Ступени лестницы были покрыты тёмно-красным ковром. Поднявшись наверх, Вэн толкнул билетёра, чтобы тот поворачивал направо, и они, пройдя мимо последнего ряда кресел ложи и через вторую дверь, поднялись по узкой лестнице в бухгалтерию.
В комнате было шесть человек. Две женщины и мужчина, сидевшие за столами, считали деньги с помощью счётных машинок. Трое мужчин с пистолетами в кобурах были одеты в форму частной охранной фирмы. Едва распахнув дверь, Вэн дал билетёру подножку, одновременно толкнув его в спину, и тот с жалобным воплем полетел на пол. Эта сцена отвлекла всех достаточно надолго, чтобы Вэн, Джек и Герман успели выстроиться в ряд перед дверью с пистолетами наизготовку, всем своим видом демонстрируя, что они полностью контролируют обстановку.
— Руки вверх! — рявкнул Вэн. — Ты тоже, дедуля, — добавил он, обращаясь к одному из охранников. — Я уже месяца три как не всаживал пулю в пенсионера, так что не вынуждай меня понапрасну.

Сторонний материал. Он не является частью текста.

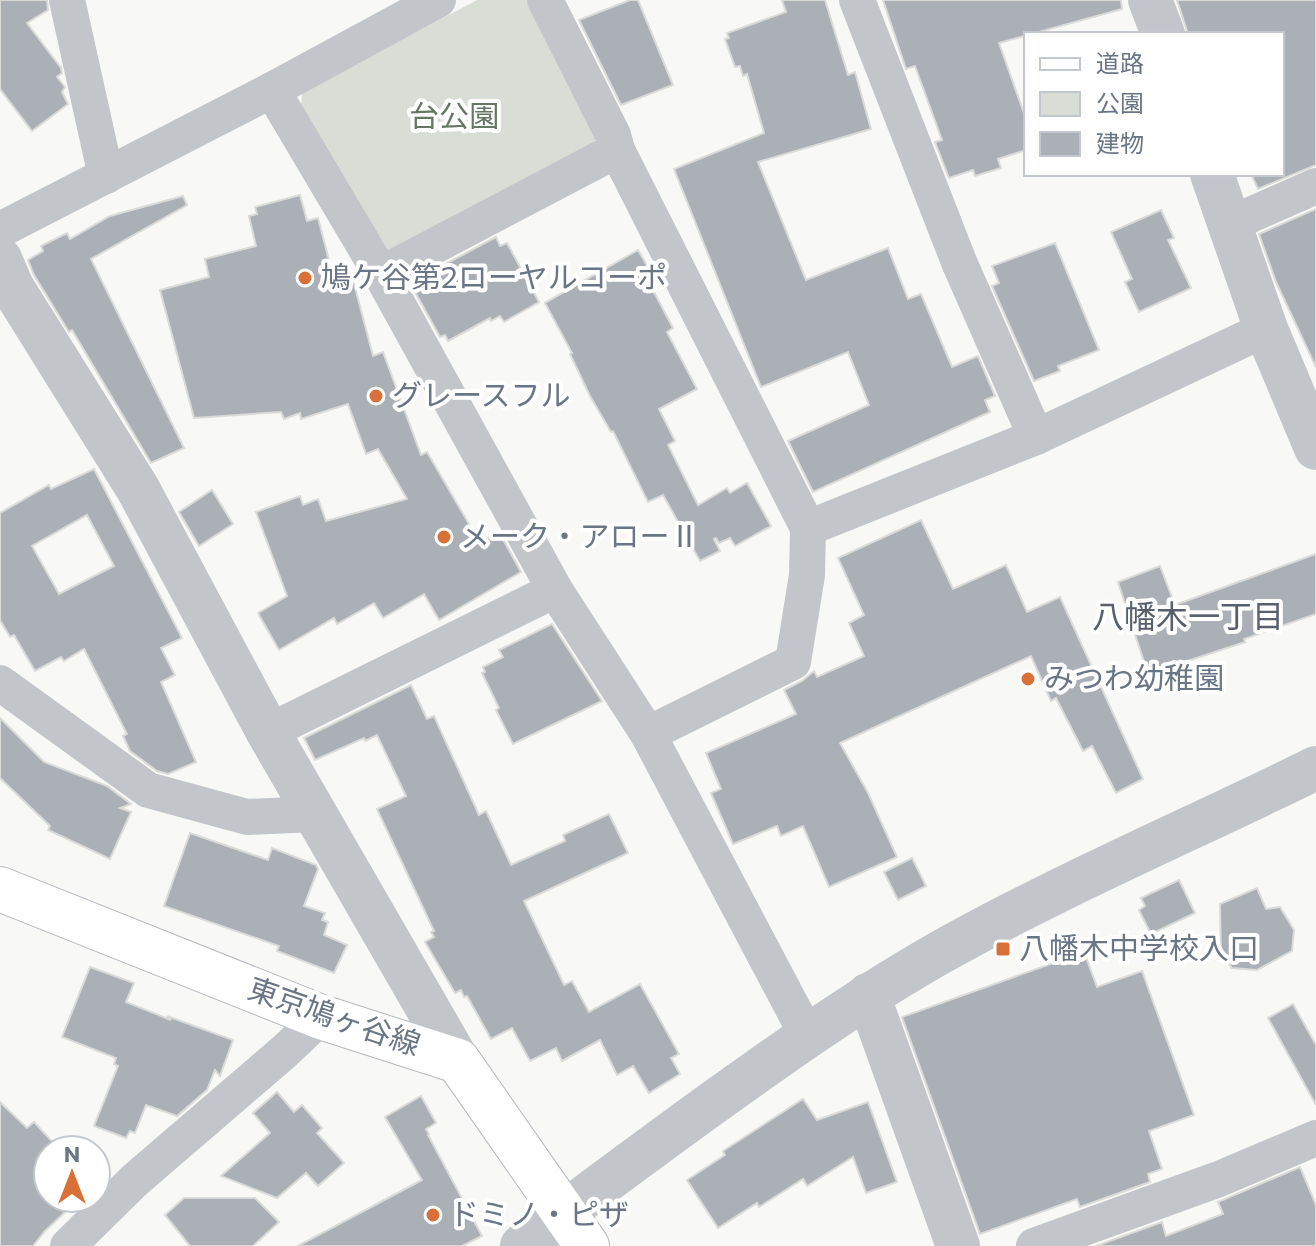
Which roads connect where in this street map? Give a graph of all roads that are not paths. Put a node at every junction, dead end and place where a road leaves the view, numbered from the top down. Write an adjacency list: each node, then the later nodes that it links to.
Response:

Порой Герману казалось, что Вэн нарочно так нажимает на людей, чтобы кто-нибудь своим отказом повиноваться дал ему повод подстрелить его, но потом каждый раз был вынужден признать, что он ведёт куда более тонкую игру. На самом деле люди начинали думать, что он специально провоцирует их на какую-нибудь необдуманную выходку, поскольку это кровожадный маньяк, только и мечтающий пострелять. И, как следствие, Вэн добивался того, что они вели себя паиньками. Герман не очень хорошо знал Вэна, но одно знал точно — во время ограблений, которые они провернули вместе, стрельбы не было ни разу.